My expectations weren’t off PcChongor. I was not expecting a “wacky kidnapping caper comedy.” Not sure why you’d assume that. Maybe you’ve come across others who had that expectation, people not familiar with the Coen Brothers. I’ve also seen Barton Fink fairly recently and I think it’s much better.
Stella… look at the TV spots… all wacky all-star hijinks…
I just assumed 2018 because the Coens usually have about a two-year gap between their films, and I didn’t think that a throwback Lew Archer flick would be getting released anywhere near Star Wars: A New Hope 2 II.
I only watched the “Hail, Caesar!” trailer after seeing the film, but it’s blatant carny barker-esque deception was a great meta commentary on the film’s own meta commentary about the studios’ tireless dedication to superficial image making. The DP/30 with Josh Brolin made me appreciate the film even more, and even though it might take a decade or so for it to fully find its audience footing, once Beijing finally buys out Hollywood and turns it into a giant Foxconn facility for hollow-eyed visual effects artists, I’m absolutely positive that film lovers everywhere will be pining for the nostalgic Tinseltown fjords of “Hail, Caesar!”

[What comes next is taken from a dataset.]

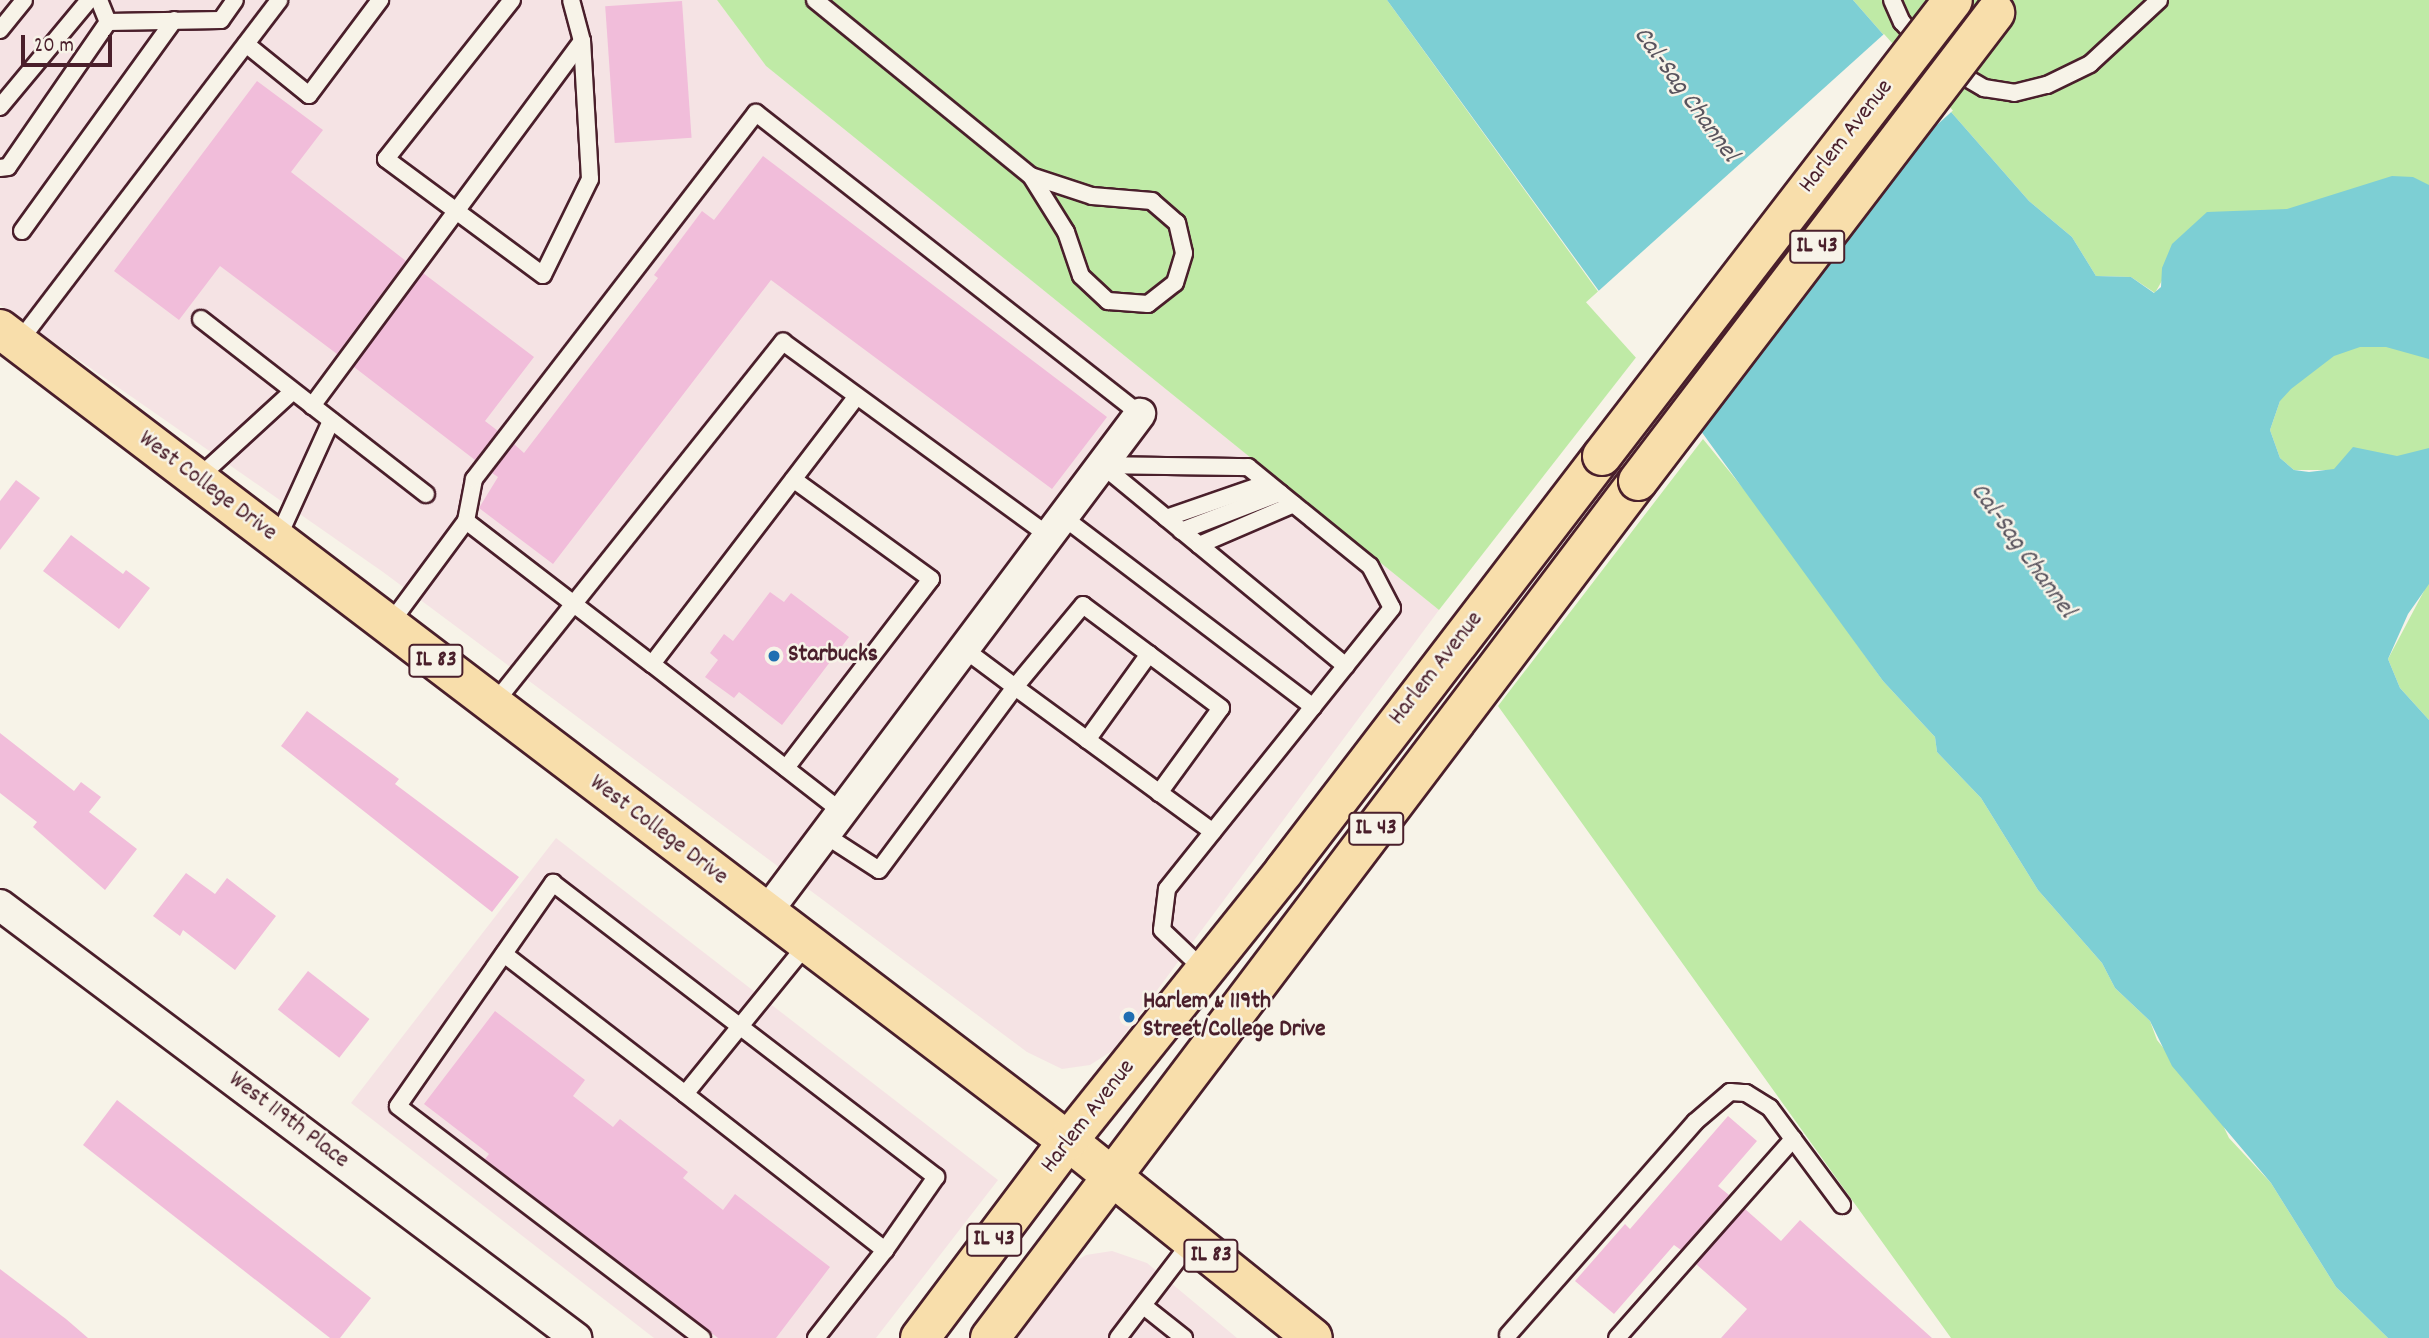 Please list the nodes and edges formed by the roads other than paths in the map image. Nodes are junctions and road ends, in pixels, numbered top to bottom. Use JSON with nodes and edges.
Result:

Star Wars won’t be the only film released in December. It’s more likely that would open in October or November anyway. They have a year and a half to shoot and edit; no reason it won’t be ready for Autumn 2017.
You’re right about the Hail, Caesar trailer: they made it look like Brolin teams up with Johanssen, Tatum, and Ehrenreich to solve the kidnapping case. They took the “Thank you all for coming” line from the scene with Brolin and the religious leaders and stuck it over quick shots of the three actors.
But DP that isn’t the movie I was expecting considering who made it and what I read about it before seeing it (and I assumed the studio was selling something different to try and draw a large audience to a Coen Brothers movie). Plus I didn’t even see many TV spots for it. I never saw one with Brolin saying that line.
The February release makes sense. The fall has become a massive pile-up of pictures for grown-ups, so us old fogeys appreciate having something to see in the winter dumping ground.